Every line of the data below that holds the string "Right" needs to be reported.

→ Exercise data

/---

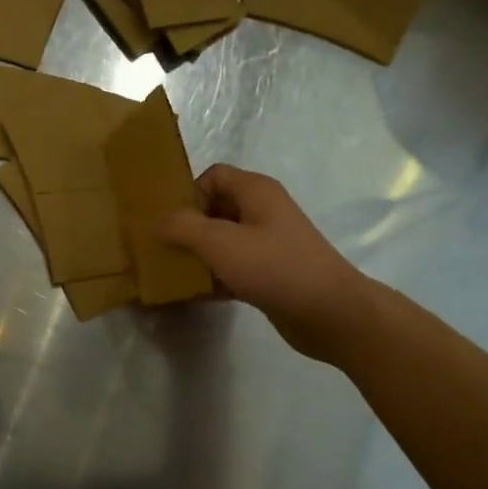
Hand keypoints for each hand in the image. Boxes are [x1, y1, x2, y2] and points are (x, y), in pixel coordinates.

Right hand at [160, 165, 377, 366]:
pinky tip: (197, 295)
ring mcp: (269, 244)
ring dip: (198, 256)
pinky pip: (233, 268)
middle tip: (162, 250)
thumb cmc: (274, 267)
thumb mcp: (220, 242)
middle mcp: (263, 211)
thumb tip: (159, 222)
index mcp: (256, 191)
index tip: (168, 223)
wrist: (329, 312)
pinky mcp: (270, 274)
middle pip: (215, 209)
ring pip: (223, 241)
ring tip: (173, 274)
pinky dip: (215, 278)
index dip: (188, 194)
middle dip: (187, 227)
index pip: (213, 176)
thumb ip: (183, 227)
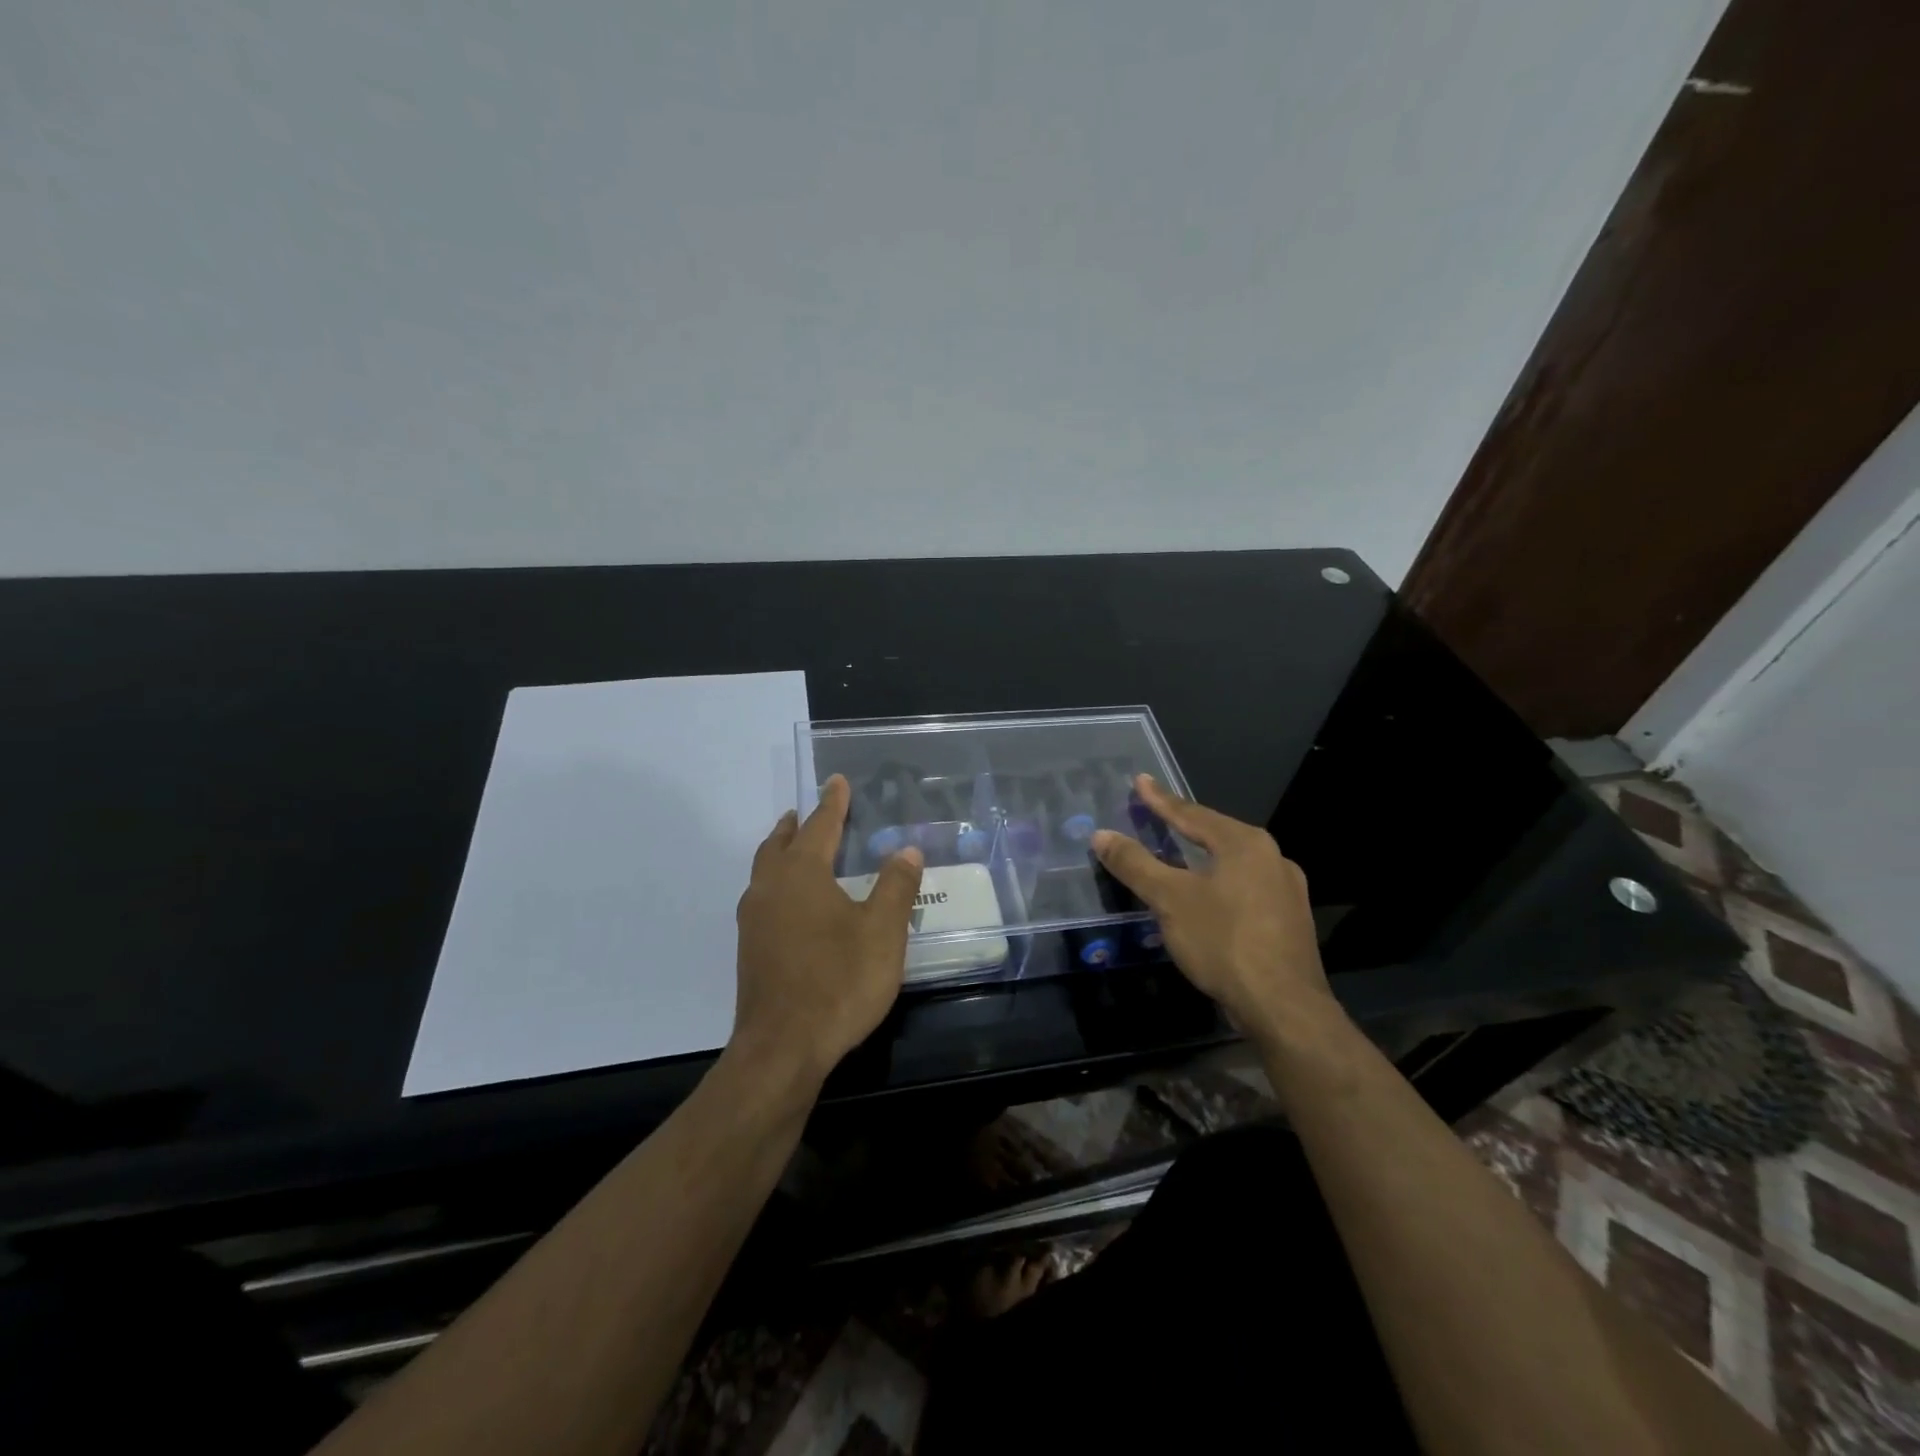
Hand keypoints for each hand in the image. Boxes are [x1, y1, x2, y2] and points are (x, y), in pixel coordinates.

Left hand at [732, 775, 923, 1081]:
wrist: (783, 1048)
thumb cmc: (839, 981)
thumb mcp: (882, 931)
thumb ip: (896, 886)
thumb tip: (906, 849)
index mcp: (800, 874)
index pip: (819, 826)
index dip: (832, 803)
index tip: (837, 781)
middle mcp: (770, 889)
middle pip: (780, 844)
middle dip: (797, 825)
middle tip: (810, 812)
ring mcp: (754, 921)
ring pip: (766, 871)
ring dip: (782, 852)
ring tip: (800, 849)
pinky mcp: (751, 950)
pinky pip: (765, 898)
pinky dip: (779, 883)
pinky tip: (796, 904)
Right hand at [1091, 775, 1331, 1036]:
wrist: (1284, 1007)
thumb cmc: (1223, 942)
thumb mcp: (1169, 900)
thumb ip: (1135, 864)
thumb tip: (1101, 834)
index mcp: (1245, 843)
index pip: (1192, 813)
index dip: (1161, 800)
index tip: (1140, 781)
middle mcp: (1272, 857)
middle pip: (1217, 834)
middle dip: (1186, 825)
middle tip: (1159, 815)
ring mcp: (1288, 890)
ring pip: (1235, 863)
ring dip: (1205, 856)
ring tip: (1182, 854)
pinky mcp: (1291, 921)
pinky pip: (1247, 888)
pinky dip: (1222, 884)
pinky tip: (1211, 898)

\---
/---

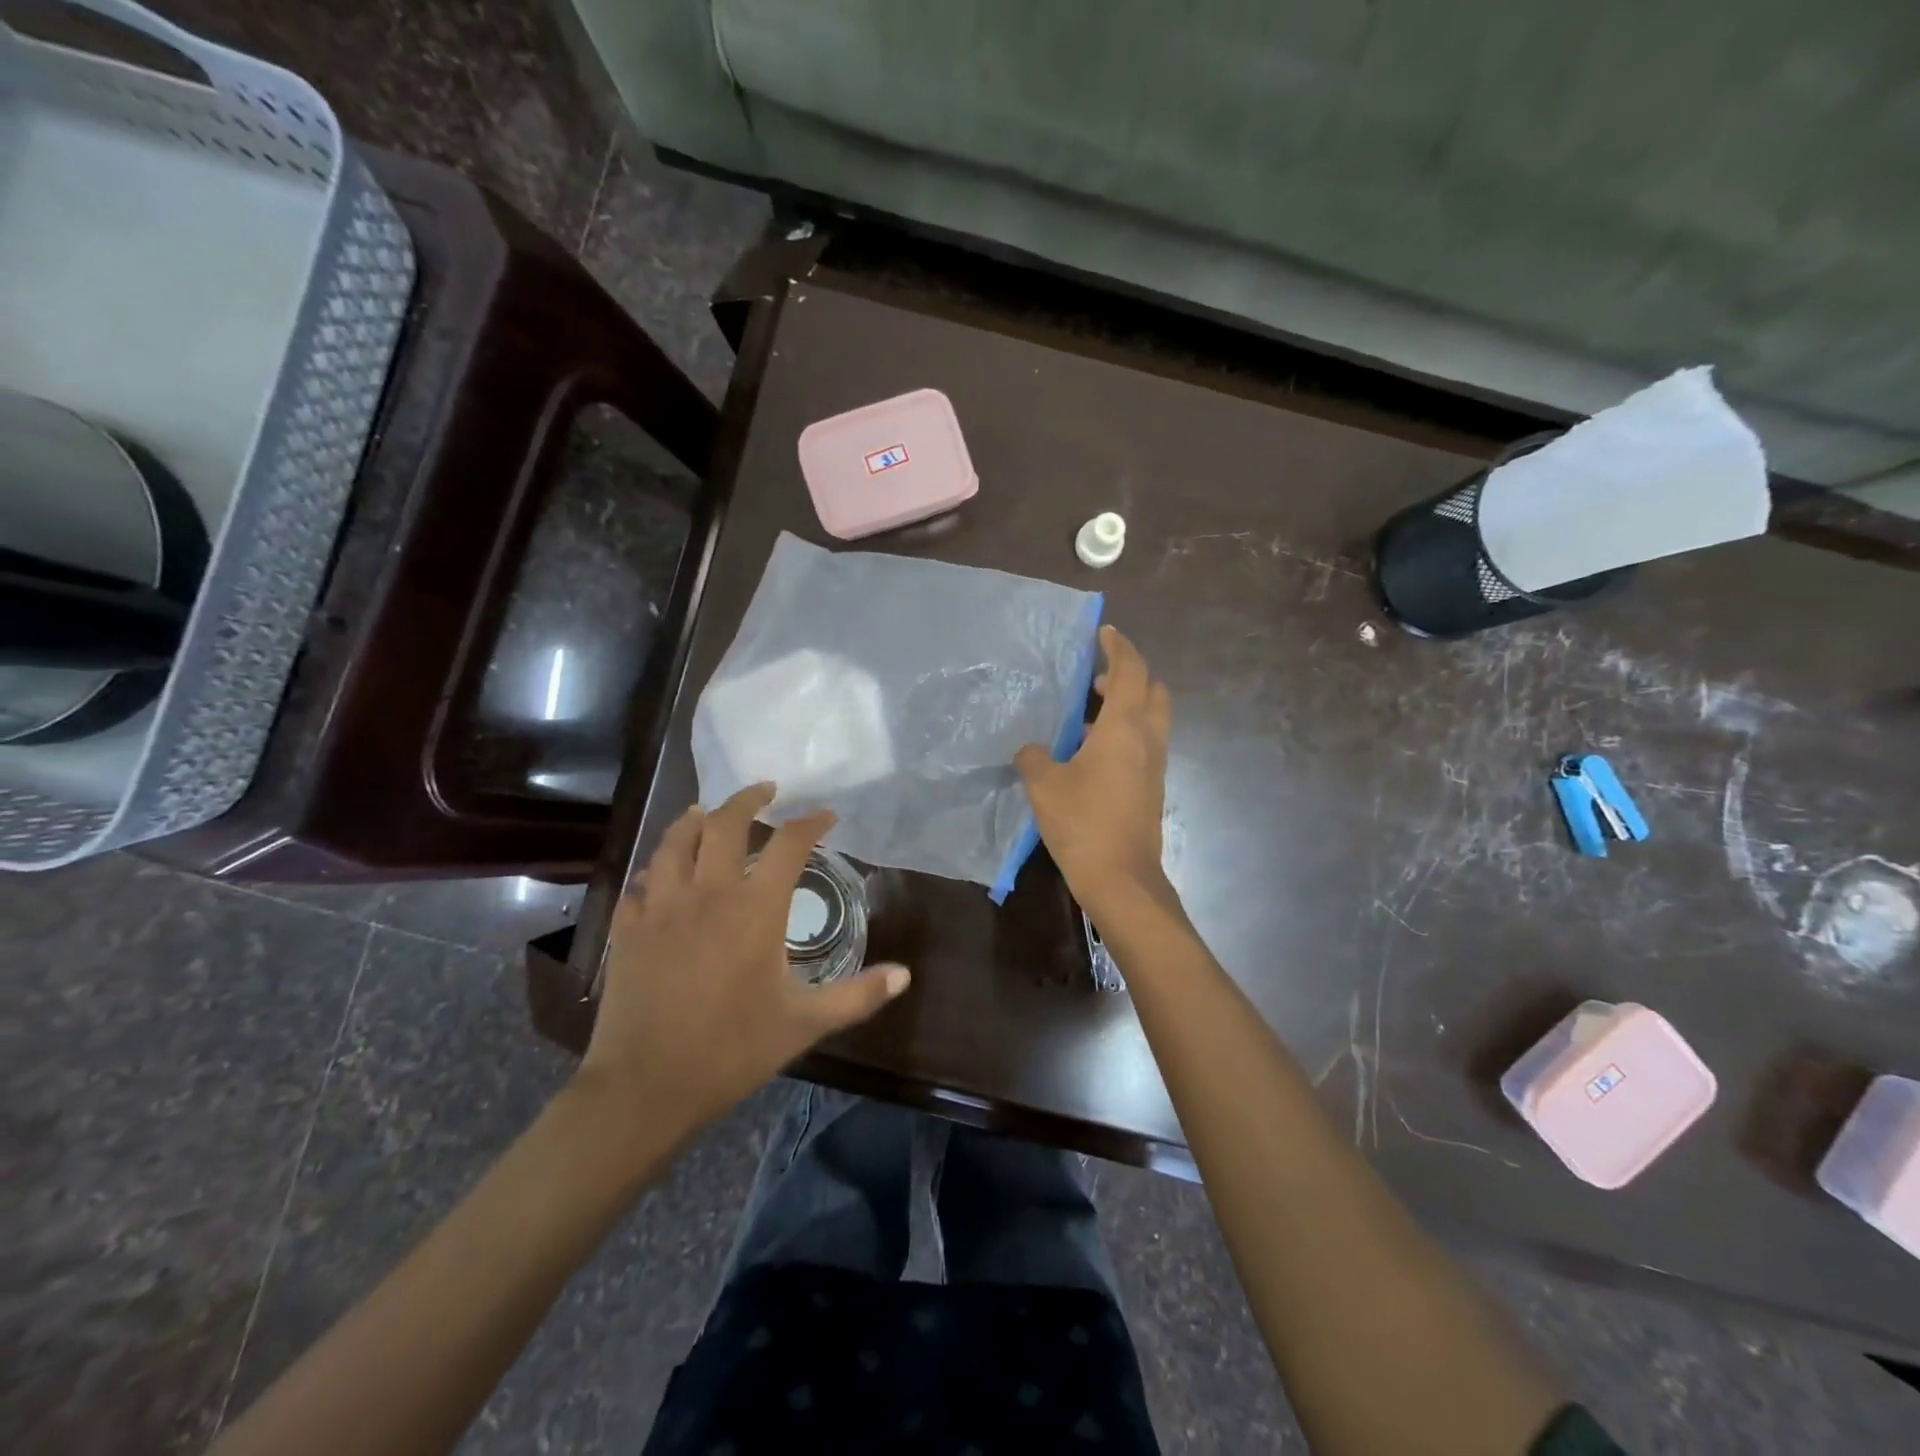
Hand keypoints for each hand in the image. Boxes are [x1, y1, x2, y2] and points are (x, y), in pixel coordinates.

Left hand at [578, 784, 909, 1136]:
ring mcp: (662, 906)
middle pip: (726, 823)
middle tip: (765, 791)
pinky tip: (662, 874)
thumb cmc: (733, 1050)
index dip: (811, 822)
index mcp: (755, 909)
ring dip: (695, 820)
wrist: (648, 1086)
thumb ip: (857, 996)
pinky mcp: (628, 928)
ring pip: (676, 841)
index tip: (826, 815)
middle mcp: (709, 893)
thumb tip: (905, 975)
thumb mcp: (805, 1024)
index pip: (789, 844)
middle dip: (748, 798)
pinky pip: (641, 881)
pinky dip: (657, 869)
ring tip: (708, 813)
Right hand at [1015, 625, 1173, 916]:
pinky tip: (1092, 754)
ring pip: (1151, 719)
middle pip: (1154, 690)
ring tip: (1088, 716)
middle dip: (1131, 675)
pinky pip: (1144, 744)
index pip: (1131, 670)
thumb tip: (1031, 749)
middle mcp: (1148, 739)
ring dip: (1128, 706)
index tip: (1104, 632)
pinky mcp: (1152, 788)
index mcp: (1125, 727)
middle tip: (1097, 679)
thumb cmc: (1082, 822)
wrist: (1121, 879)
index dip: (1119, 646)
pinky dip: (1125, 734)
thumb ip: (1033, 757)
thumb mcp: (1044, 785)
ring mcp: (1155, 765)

\---
/---

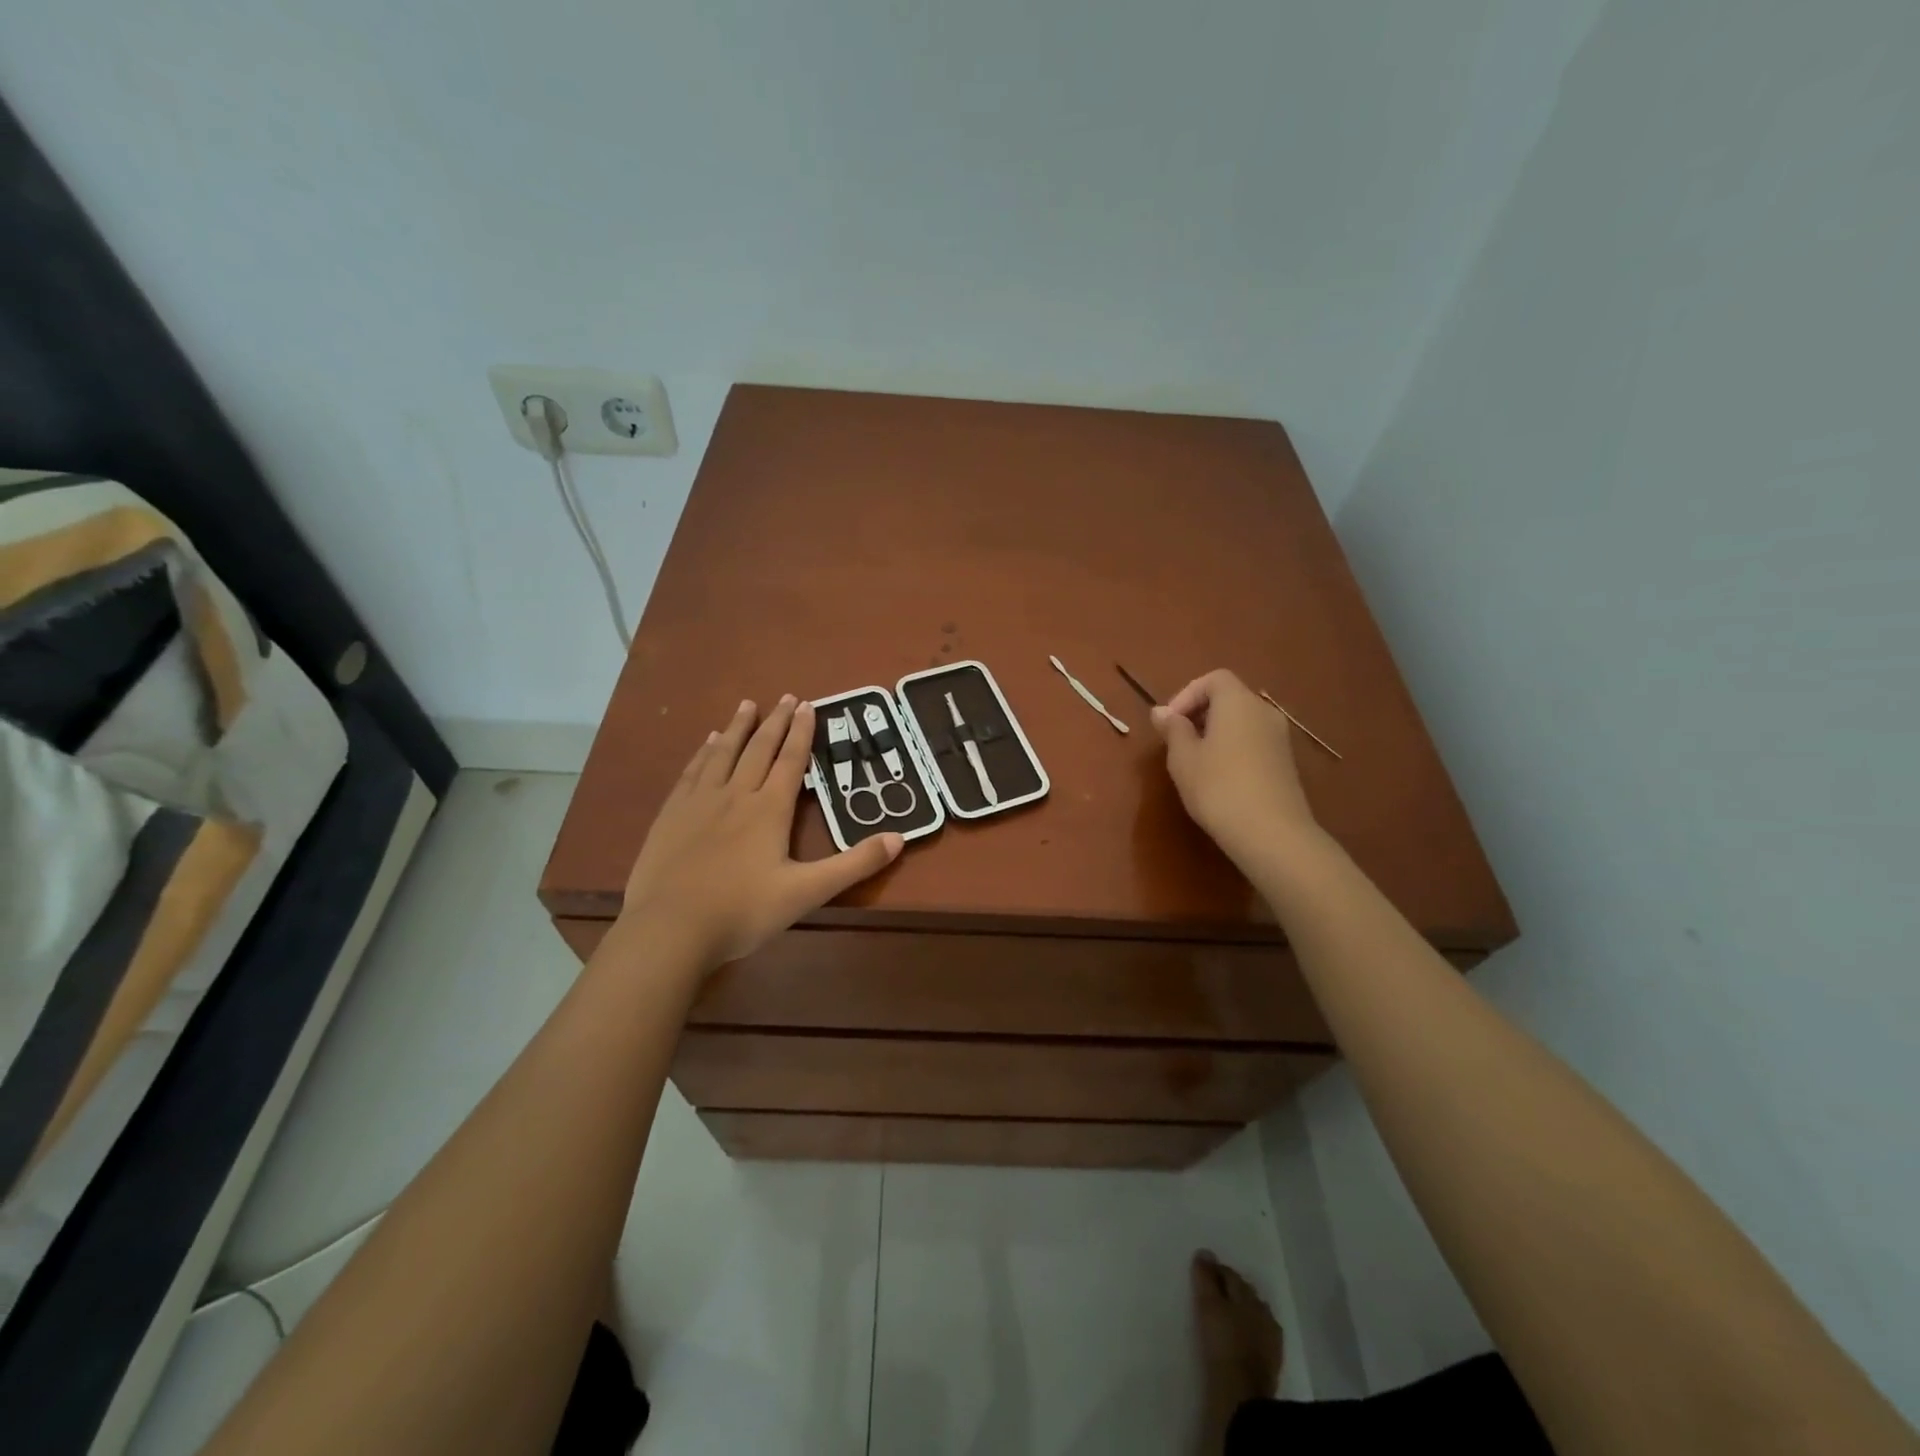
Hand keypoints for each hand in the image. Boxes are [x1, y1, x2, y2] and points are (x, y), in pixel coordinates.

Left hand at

\---

→ Result for this task
Right hand at [160, 165, 377, 366]:
Right hand at [1091, 775, 1331, 1036]:
Right hand at [1015, 625, 1173, 916]:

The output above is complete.